As such, the Moore and Dacre appointments would be a much-needed volley — one that would demonstrate that the culture wars can no longer be fought and won solely by the radical left. In the wider country there are signs of exasperation over how one-sided the cultural battle has been. Last weekend the actor Laurence Fox announced the setting-up of a new political party — Reclaim — to push back against the left’s stranglehold over every cultural and other institution in this country. Though it is unlikely to pose much electoral threat to the Conservatives, it could help remind them that assaults on our history and culture are not viewed with defeatism or equanimity by all of the British public.

Still, the question is not whether Dacre and Moore can be appointed, but what support they might get and what other phalanxes might be brought in behind them. How, in short, to ensure that they are not one-offs but part of a concerted march back through the institutions. There is plenty to do.

For noble though it is to focus on the BBC, huge amounts of the cultural and political weather in this country are set not by the BBC but by the people whom they report on and go to. In quango after quango it is the same old story. The Victims’ Commissioner, Vera Baird, for instance, is a former Labour MP whose every statement and action fits the old Blairite agenda. Yet it was the Conservative government that appointed her to her current position in June 2019.
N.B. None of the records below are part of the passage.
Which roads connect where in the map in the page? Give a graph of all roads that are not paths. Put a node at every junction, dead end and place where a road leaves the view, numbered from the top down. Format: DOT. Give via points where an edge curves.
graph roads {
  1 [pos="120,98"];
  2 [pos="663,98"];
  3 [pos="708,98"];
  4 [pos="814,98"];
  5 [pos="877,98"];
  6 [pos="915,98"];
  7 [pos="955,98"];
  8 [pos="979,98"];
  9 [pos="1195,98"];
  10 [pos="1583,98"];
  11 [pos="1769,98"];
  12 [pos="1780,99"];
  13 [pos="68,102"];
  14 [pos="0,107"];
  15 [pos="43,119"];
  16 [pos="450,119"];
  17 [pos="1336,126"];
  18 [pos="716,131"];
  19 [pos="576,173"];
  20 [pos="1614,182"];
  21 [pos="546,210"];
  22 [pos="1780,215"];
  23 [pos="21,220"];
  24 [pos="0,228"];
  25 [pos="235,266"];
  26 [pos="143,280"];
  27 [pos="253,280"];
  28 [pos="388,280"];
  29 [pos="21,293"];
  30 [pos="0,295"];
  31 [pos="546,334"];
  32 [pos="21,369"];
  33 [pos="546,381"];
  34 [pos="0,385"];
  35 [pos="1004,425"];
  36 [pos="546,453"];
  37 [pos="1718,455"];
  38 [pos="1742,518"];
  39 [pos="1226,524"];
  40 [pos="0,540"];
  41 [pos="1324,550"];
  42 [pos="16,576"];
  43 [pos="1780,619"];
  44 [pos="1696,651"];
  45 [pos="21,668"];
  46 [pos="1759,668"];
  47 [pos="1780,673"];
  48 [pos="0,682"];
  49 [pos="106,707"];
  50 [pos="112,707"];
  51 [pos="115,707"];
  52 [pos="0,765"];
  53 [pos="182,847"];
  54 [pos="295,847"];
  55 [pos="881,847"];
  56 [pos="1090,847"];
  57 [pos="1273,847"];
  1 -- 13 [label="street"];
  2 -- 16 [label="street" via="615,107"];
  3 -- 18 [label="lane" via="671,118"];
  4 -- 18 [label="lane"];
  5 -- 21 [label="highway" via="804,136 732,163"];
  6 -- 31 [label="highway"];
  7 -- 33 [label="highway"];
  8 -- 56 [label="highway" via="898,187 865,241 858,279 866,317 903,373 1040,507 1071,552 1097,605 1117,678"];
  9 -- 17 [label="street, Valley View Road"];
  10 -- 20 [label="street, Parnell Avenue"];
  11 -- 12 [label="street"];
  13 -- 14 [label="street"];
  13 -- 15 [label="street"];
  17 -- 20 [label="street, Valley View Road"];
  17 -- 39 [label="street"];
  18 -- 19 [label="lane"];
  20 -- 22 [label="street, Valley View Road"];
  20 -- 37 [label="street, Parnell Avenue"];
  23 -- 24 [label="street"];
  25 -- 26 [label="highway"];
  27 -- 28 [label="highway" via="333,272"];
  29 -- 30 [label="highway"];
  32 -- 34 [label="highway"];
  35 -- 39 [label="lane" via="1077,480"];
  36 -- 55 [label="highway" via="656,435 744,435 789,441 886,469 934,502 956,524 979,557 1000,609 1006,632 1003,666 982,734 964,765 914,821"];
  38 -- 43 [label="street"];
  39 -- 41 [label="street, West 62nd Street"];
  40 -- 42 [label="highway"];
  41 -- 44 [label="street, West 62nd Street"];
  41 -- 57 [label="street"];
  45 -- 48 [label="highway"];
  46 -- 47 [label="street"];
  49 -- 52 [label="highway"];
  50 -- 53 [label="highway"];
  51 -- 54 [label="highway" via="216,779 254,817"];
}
But it isn’t just about individuals. It is about the cultural attitude currently embedded at the roots of the civil service and every government appointment. When the Blair government instituted the ‘diversity’ agenda the Conservatives went along with it. Cameroon Conservatives saw it not as a right or left issue but simply a forwards or backwards issue: a progressive versus regressive one. That thought-rot now runs deeper than almost any other aspiration in the civil service. Indeed when permanent secretaries write their objectives for their roles, the one thing they all have in common — far above the wellbeing of the country — is the promotion of the ‘diversity agenda’.

There are some signs that the chessboard is being rearranged. The dismissal of Jonathan Slater from his position as permanent secretary at the Department of Education was one good sign. Slater was, and still is, one of the great twitterers about diversity. But it is not enough just to change the figures on the board. It is necessary to change the game. Slater may have gone, but his former colleagues still find themselves in the midst of a pandemic and looming depression being sent on ‘diversity training’ and racial bias awareness training, as though these gods sit above all others as the goal and indeed purpose of the British state.

And then there is the issue of the ‘pilgrims’ — publicly funded workers who, though paid for by the taxpayer, double up as union officers and organisers. Like so much else, the Cameron government ducked dealing with this scandalous arrangement. But if the Johnson administration wants not just to save money but to demonstrate a real change in the wind, it would sweep all these people off the public pay roll.

The last Labour government rigged almost every institution in this country with enormous craft and cunning. Even now, from the National Lottery Fund to the National Trust, we have institution after institution in this country run by people whose interests are opposed to those of the general public, and aspiring more than anything else to the hideous, divisive and now clearly failing ‘woke’ agenda. Dacre and Moore are good early warning shots. But if the Johnson government wants to do something meaningful, it should not just follow through on their appointments; it should follow them up with a fusillade every bit as relentless and long-lasting as the Labour one, the repercussions of which this country still suffers from.